The village of Azakh () was one of the few remaining pockets of resistance during the Assyrian genocide that the Ottoman authorities called the "Midyat Rebellion" named after Midyat, the largest Assyrian town in Tur Abdin.

Background
At the start of the 20th century, the Assyrian village of Azakh had a population of only 1000, and was inhabited by Syriac Orthodox and Syriac Catholic Christians. The mayor of the village was Hanna Makdisi Amno. The conflict began as Kurdish tribes and other local Muslim militias began to raid and destroy small Assyrian villages throughout Tur Abdin throughout the summer of 1915. Most villages were unprepared and fell quickly to the Kurdish raiders. Azakh was surrounded in mid-August.

In May 1915 many Assyrian families from surrounding villages as well as some Armenians sought protection from massacres, by July more than a thousand determined defenders had gathered in the village of Azakh. The "Jesus Fedai", was formed and defense works were built. The leader of the Azakh National Assembly who organized the resistance is named Işo Hanna Gabre, other members include: Tuma Abde Kette, Behnan Isko, Murad Hannoush, Andrawos Hanna Eliya, Yaqub Hanna Gabre and Behnam Aqrawi.

The Ottoman Empire was well aware that it was acting against populations that were not Armenians. In Ottoman documents the members of the Church of the East are called "Nasturi", the members of the Syriac Orthodox Church are called "Süryani" and the members of the Chaldean Catholic Church are called "Keldani". Despite the known fact that these villages were not associated with the rebelling Armenians Minister of Interior Talaat Pasha expressed suspicion about the loyalty of the Assyrian "Nestorians" in July 1914 and sent a deportation order to expel the Assyrians along the borderlands with Iran as early as October 1914. 

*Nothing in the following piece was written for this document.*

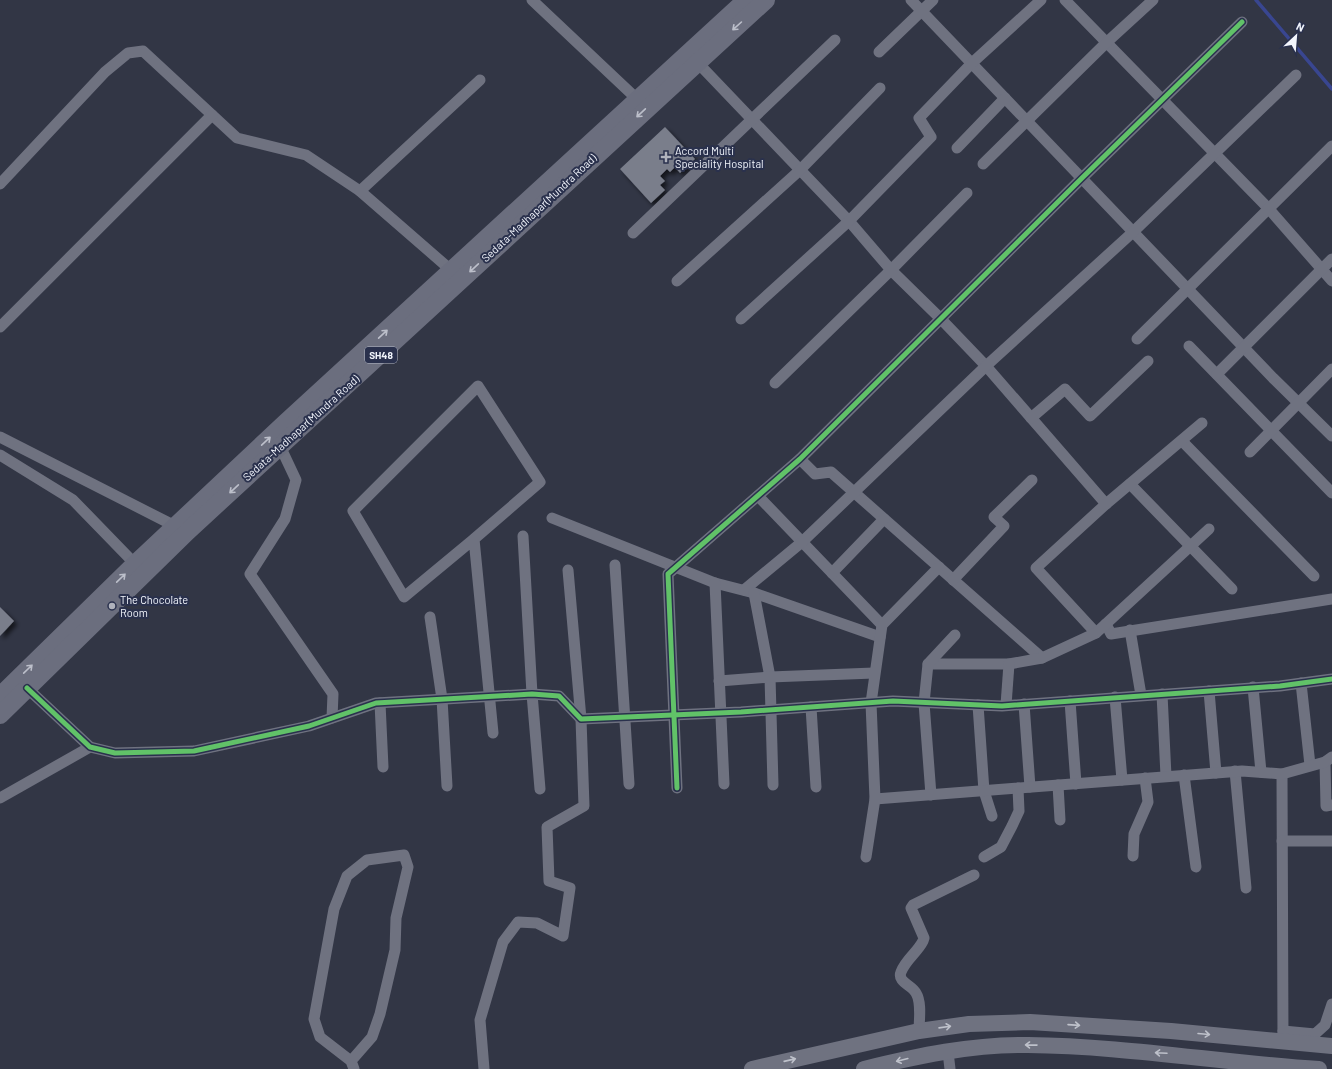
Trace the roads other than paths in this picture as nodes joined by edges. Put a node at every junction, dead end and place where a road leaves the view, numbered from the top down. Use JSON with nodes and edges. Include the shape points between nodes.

As the Assyrians armed themselves and put up a resistance Talaat Pasha sent the order to permanently drive them from the Hakkari mountains. Minister of War Enver Pasha ordered the suppression of Azakh using "utmost severity".

Defense and battle 
Azakh was attacked on August 18. This led to a counterattack by the village Fedayi led by Andrawos Eliya son of the village leader Hanna Eliya on the night of August 26, they managed to capture and destroy strategic positions of the Kurds who withdrew from Azakh on September 9 After suffering heavy casualties. However, the civil authorities would not give up their campaign to annihilate the Christians. The case of the conflict of Azakh was then passed from the civil officials and given to the military for them to handle. General Halil was deceitfully informed that “one thousand armed Armenians had gathered lately and started an assault destroying Muslim villages nearby and massacred their inhabitants” while he was passing through the area with an army division on its way to Bagdad, similarly to a secret Turkish-German expeditionary force tasked with infiltrating Iran lead by Ömer Naci Bey with the German contingent was led by Max Erwin von Scheubner-Richter. This expeditionary force of 650 cavalry and two pieces of field artillery was also diverted to Azakh as they were traveling in the same direction tasked with suppressing the rebels who were falsely accused of “cruelly massacring the Muslim people in the area.”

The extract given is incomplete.